In the aftermath, Kiser, who works in nonprofit aid and collective-impact organization, was moved to act. Reaching out to friends and colleagues, including fellow Puerto Rican Andres Gonzales of the Holistic Life Foundation (HLF), she launched Bajacu’ Boricua (baja-coo boor-ee-qua), a pilot project to offer free training in meditation, mindful movement, and music therapy, with the goal of supporting resiliency as Puerto Ricans “do the big work of recovery.”  

Bajacu’ Boricua offers free training in meditation, mindful movement, and music therapy, with the goal of supporting resiliency as Puerto Ricans “do the big work of recovery.”
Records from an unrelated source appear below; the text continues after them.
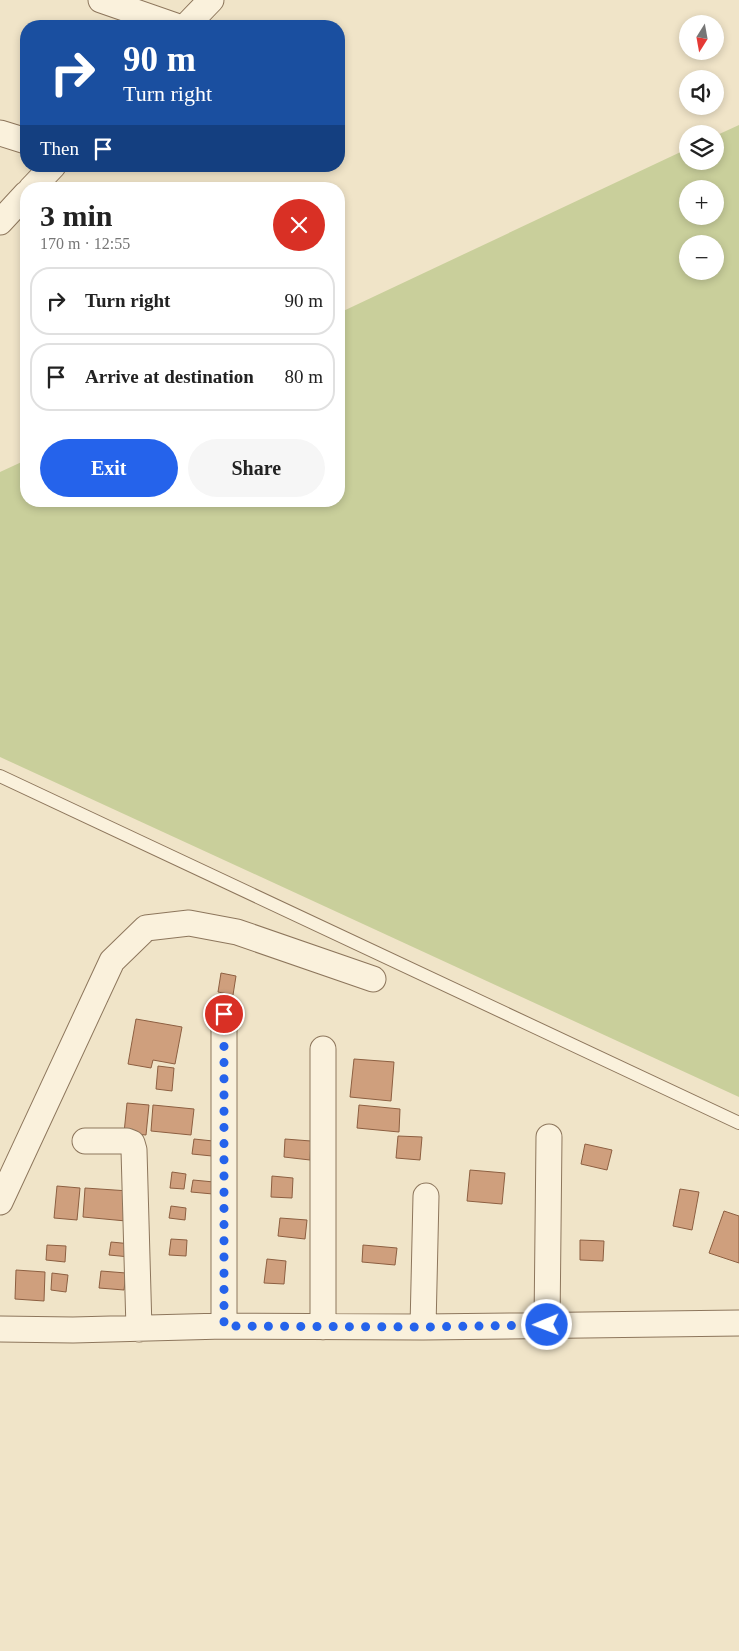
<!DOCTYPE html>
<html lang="en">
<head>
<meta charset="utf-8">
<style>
	body { margin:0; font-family:Georgia,serif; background:#f6f6f6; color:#222; height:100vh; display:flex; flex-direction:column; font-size:19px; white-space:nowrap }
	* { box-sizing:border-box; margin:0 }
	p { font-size:16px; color:#767676 }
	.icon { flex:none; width:28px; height:28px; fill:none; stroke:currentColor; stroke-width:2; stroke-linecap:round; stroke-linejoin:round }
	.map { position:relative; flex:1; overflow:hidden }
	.drawer { position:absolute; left:20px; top:182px; width:325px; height:325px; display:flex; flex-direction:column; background:#fff; border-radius:20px; box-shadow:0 2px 8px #0003 }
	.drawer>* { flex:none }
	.banner { position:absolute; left:20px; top:20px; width:325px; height:152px; border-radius:20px; box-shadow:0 2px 8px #0003; background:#1a4fa0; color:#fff; overflow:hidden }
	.needle { width:32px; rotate:191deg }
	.tools { position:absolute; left:679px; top:15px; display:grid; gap:10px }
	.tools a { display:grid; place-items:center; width:45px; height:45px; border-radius:50%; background:#fff; box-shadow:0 2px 8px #0003; font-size:25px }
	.pin { position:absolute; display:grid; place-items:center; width:42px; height:42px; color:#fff; margin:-21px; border:2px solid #fff; border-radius:50%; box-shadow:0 1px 5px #0007 }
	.me { position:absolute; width:55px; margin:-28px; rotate:269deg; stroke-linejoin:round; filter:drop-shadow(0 0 4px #0008) }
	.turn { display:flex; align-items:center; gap:18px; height:105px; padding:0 20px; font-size:22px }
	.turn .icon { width:65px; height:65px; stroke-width:2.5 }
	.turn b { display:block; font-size:35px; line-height:42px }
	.then { display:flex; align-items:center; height:48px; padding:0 20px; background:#0003; gap:10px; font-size:19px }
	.round { display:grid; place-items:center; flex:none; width:52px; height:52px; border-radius:26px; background:#f6f6f6 }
	.overview { display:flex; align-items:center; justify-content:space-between; height:85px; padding:0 20px }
	h1 { font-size:30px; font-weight:800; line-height:38px }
	.cta { display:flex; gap:10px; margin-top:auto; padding:10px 20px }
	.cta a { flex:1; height:58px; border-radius:30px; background:#2563eb; color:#fff; font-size:20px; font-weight:800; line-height:58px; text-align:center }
	.cta a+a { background:#f6f6f6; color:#222 }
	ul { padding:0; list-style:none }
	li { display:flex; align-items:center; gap:15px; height:68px; margin:0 10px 8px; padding:0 10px; border:2px solid #e0e0e0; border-radius:20px }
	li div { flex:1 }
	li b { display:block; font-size:19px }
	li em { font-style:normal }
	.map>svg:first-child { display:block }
</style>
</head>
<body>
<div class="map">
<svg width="739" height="1651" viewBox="0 0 739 1651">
	<rect width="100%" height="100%" fill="#f0e4c8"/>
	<!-- green -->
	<path fill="#c9cf9b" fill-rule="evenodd" d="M 739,125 L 739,1097 L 0,757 L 0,472 L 26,460 L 26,501 L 339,501 L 339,313 L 687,149 L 688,161 L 715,161 L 715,136 ZM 688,189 L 715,189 L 715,216 L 688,216 ZM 688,244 L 715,244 L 715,271 L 688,271 Z"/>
	<!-- building -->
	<path fill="#cf9f7d" stroke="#8d5f41" d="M 221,973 L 236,976 L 233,995 L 218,992 Z
		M 136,1019 L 182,1027 L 175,1064 L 153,1060 L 151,1068 L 128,1064 Z
		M 354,1059 L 394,1062 L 391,1101 L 350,1097 Z
		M 158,1066 L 174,1068 L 172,1091 L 156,1089 Z
		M 127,1103 L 149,1105 L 146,1135 L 124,1133 Z
		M 153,1105 L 194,1109 L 191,1135 L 151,1131 Z
		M 359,1105 L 400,1109 L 399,1132 L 357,1128 Z
		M 398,1136 L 422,1137 L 420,1160 L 396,1158 Z
		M 194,1139 L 213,1141 L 212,1156 L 192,1154 Z
		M 285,1139 L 311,1141 L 310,1160 L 284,1157 Z
		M 585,1144 L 612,1150 L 607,1170 L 581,1164 Z
		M 470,1170 L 505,1173 L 502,1204 L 467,1201 Z
		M 172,1172 L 186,1174 L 184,1189 L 170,1188 Z
		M 272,1176 L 293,1178 L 292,1198 L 271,1197 Z
		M 193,1180 L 214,1182 L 213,1194 L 191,1192 Z
		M 57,1186 L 80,1188 L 77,1220 L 54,1218 Z
		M 85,1188 L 129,1191 L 126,1221 L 83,1217 Z
		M 680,1189 L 699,1192 L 692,1230 L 673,1226 Z
		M 171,1206 L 186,1208 L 185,1220 L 169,1218 Z
		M 724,1211 L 739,1216 L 739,1263 L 709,1253 Z
		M 280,1218 L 307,1220 L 305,1239 L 278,1236 Z
		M 171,1239 L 187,1240 L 186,1256 L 169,1255 Z
		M 580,1240 L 604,1241 L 603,1261 L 580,1260 Z
		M 111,1242 L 132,1244 L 130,1257 L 109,1255 Z
		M 47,1245 L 66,1246 L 65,1262 L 46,1260 Z
		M 363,1245 L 397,1248 L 395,1265 L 362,1262 Z
		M 267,1259 L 286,1261 L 284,1284 L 264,1283 Z
		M 16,1270 L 45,1272 L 44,1301 L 15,1299 Z
		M 101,1271 L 126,1273 L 124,1290 L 99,1288 Z
		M 52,1273 L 68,1275 L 66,1292 L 51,1290 Z"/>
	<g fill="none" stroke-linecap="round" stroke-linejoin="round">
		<defs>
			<path id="lane" d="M 0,776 L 739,1123"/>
			<path id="street" d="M 101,0 L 176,26
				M 186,26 L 211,0
				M 0,133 L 26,141
				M 31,189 L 53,166
				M 0,222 L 26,194
				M 323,1049 L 323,1327
				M 85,1141 L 127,1141 L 132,1143 L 134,1150 L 139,1329
				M 0,1202 L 112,961 L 146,928 L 189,923 L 237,932 L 373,979
				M 547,1325 L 549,1137
				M 224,1326 L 224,1014
				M 423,1327 L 426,1196
				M 0,1329 L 73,1330 L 224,1326 L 423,1327 L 739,1323"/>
		</defs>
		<!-- lane casing -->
		<use href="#lane" stroke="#8d765c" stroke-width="14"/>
		<!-- street casing -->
		<use href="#street" stroke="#8d765c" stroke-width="27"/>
		<!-- lane -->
		<use href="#lane" stroke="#faf1dc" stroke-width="12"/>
		<!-- street -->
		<use href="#street" stroke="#faf1dc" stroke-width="25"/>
	</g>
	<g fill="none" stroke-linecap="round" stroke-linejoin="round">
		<!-- route -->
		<path stroke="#2563eb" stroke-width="9" stroke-dasharray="0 16.2" d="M 224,1014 L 224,1326 L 423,1327 L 547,1325"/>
	</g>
</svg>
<div class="tools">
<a><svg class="needle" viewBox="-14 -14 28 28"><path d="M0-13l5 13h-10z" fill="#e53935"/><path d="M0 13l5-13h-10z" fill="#767676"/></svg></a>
<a><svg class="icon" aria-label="sound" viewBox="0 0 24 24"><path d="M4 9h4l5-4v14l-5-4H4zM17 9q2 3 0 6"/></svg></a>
<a><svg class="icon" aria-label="layers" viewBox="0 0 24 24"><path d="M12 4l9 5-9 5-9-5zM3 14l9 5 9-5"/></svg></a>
<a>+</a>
<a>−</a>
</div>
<div class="pin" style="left:224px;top:1014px;background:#d93025"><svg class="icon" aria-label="arrive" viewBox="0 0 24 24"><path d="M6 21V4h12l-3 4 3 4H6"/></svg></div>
<svg class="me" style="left:547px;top:1325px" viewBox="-20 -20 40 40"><circle r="17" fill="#2563eb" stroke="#fff" stroke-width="3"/><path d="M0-11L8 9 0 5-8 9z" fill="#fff"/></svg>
<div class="banner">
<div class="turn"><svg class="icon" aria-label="right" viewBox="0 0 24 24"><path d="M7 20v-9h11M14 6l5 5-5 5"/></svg><div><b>90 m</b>Turn right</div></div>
<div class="then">Then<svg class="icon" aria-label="arrive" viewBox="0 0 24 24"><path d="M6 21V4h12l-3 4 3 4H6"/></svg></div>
</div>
<section class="drawer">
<div class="overview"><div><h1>3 min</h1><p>170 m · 12:55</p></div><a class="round" style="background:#d93025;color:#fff"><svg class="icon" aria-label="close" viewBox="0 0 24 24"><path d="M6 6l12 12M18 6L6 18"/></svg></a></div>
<ul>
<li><svg class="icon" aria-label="right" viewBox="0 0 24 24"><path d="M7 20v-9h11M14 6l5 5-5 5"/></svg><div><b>Turn right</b></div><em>90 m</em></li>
<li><svg class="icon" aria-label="arrive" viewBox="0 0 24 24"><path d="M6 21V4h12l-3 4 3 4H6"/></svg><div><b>Arrive at destination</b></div><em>80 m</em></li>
</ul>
<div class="cta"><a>Exit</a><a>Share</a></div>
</section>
</div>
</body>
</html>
In January, she and members of HLF, movement teacher Leslie Booker, and María José Montijo, a California-based Puerto Rican sound therapist and harpist, embarked on a 10-day tour of the island. They were joined by guest mindfulness teachers Sharon Salzberg and Sylvia Boorstein, as well as a professional clown. Everywhere they went, Kiser says, “dozens and dozens” of people came out to participate. 

Importantly, Kiser explains, each workshop opened with participants naming someone they would share these new tools with, and closed with an acknowledgment that “people already have a full bank of resources to help them survive.”  

“We didn’t want to be people from outside the community coming in with solutions for others, as if they were empty vessels,” she says. “People are resilient and are surviving. They are making it, right now. Our intention was to just add to the bank, to make a deposit, to offer tools that are really doable and tangible to support that. And taught in a way that it could be shared with other people.”